For World Environment Day, Connect4Climate just released a new collection of ideas for invigorating climate action, drawn from the hundreds of you who attended our international workshop on climate action and from the leaders who inspire you.
Curbing climate change will take bold action – that's a given. What we wanted to learn from the Be the Movement workshop on the sidelines of UN climate talks in Warsaw was what we can all do to encourage bold action now.
Here’s a sneak peek at the outcome. You can read more in Knowledge4Climate Action, our new report on energizing the global movement for action to tackle climate change.

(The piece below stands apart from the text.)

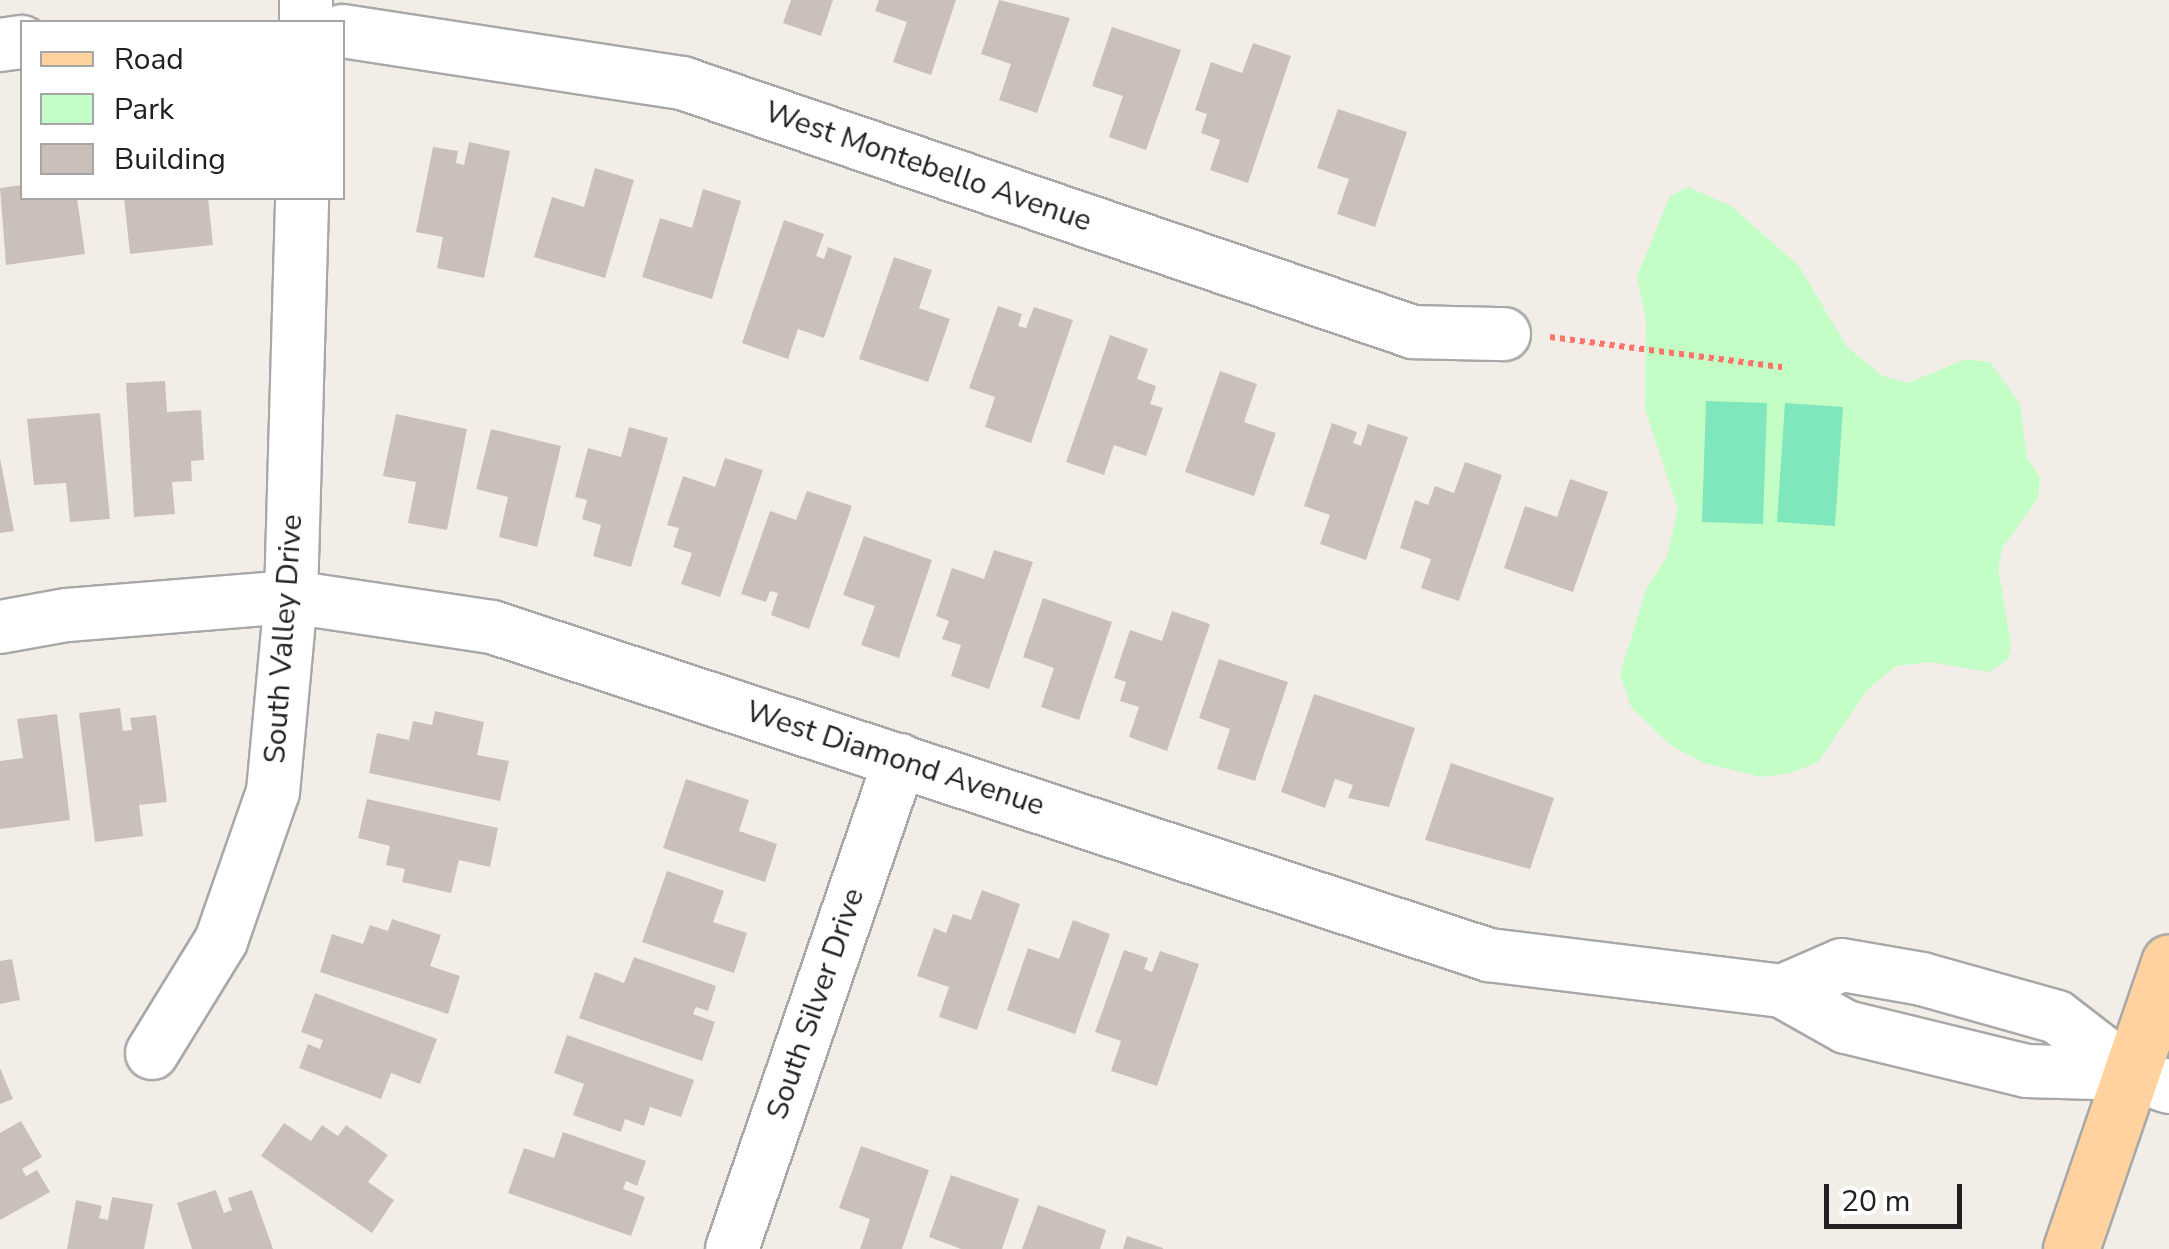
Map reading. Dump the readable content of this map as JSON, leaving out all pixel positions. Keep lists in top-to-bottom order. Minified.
{"streets":{"street":["West Montebello Avenue","South Valley Drive","West Diamond Avenue","South Silver Drive"]},"crossings":[["South Valley Drive","West Diamond Avenue"],["West Diamond Avenue","South Silver Drive"]],"legend":["Road","Park","Building"],"scale_bar":"20 m"}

More than 500 participants identified and discussed five vital needs for the climate change movement: messaging for new audiences, empowering educators, innovating campaign strategies, considering costs, and leading for solutions. These 14 key recommendations emerged:
1. Increase collaboration and cooperation among climate change organizations, amplify existing climate initiatives, and seeking as much as possible to connect and coordinate all climate change efforts. David Cadman, president of ICLEI Local Governments for Sustainability, advised: "Start where you are! You know your network of friends, begin to engage them, ask them to engage their friends. … That’s where change really begins."

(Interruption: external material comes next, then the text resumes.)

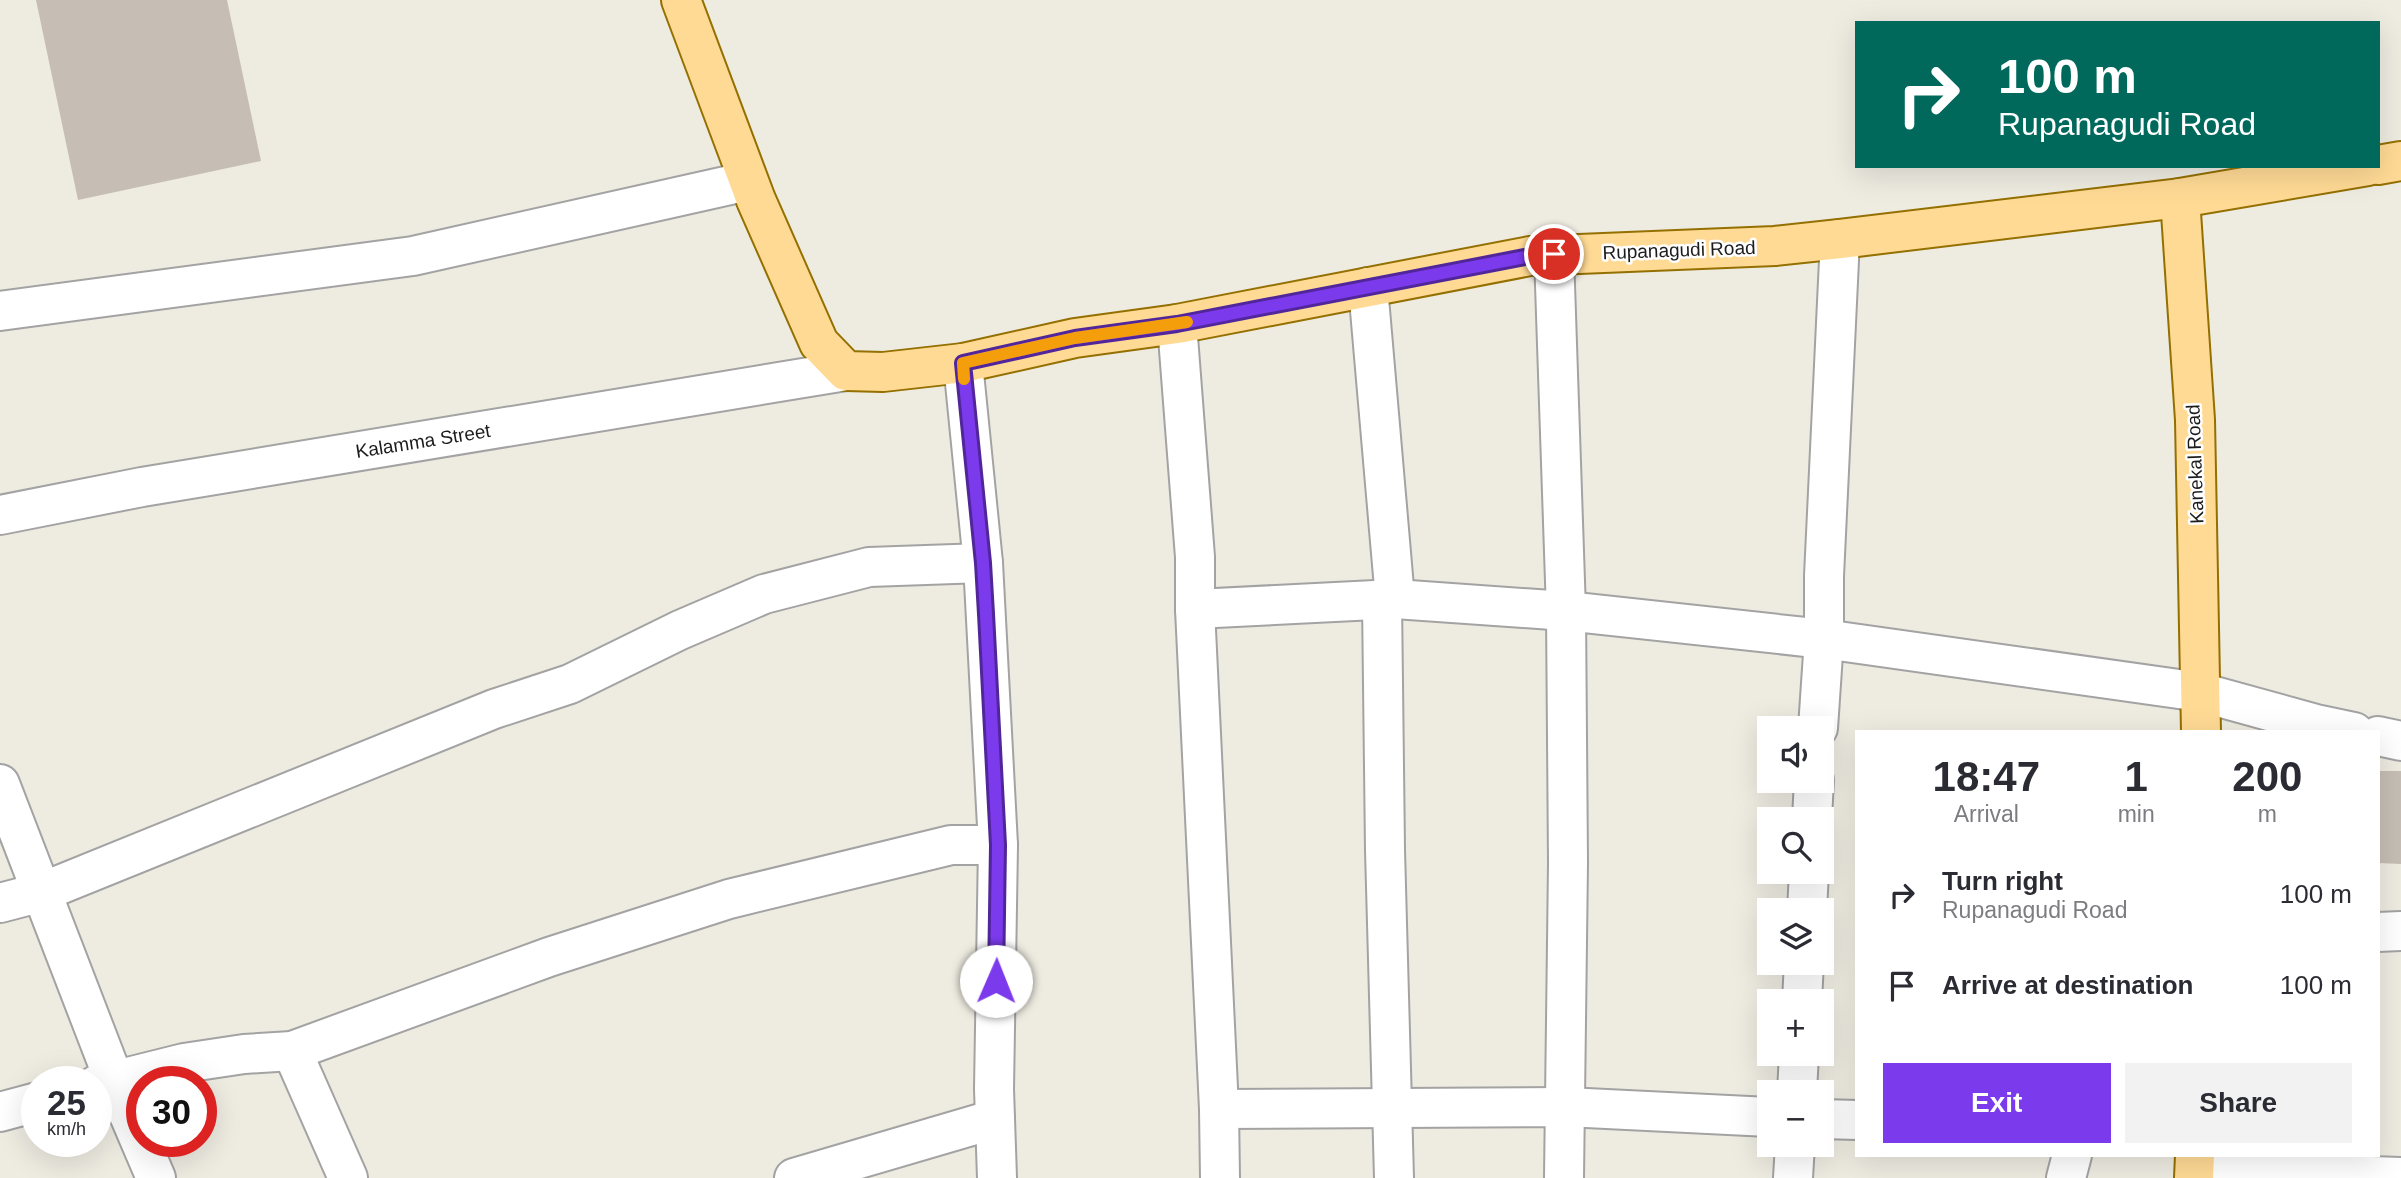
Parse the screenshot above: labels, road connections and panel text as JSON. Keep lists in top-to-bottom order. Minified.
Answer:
{"streets":{"main road":["Rupanagudi Road","Kanekal Road"],"street":["Kalamma Street"]},"crossings":[["Rupanagudi Road","Kalamma Street"],["Rupanagudi Road","Kanekal Road"]],"page":{"turn":["100 m","Rupanagudi Road"],"map_buttons":["+","−"],"eta":["18:47","Arrival","1","min","200","m"],"list":[{"name":"Turn right","note":"Rupanagudi Road","value":"100 m"},{"name":"Arrive at destination","value":"100 m"}],"buttons":["Exit","Share"],"speed":"25 km/h","limit":"30"}}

2. Stress the intimate and unavoidable link between eradicating extreme poverty and tackling climate change by both mitigating additional changes and adapting to climate impacts. Nick Nuttall, communications and outreach coordinator for the UNFCCC, said: "We need to move beyond GDP. We need to change the rules of the game. The rules are not working in favor of climate change."
3. Emphasize that early climate action now will be less expensive than dealing with the harmful impacts of climate change in the future. The IPCC reports show that the costs of preventing dangerous warming escalates the longer the world delays action.
4. Stress that mitigation policies will not impede economic development. Policies that support clean development, including a price on carbon, help create a more climate-resilient world while reducing the drivers of climate change.
5. Insist in all our campaigns and communications that each and every individual can make a difference in combating climate change by changing his or her behavior and behaviors of neighborhoods, communities, and cities. "This is about building a movement. You’re the movement. … every person can make a difference," said World Bank Group Vice President and Special Envoy for Climate Change Rachel Kyte.
6. Offer assistance in finding fact-based information and teaching guides that educators can use in the classroom. "Education is key to bring about urgently needed changes in the way we think and act for building low emission and climate resilient societies," said Moritz Weigel of the UNFCCC.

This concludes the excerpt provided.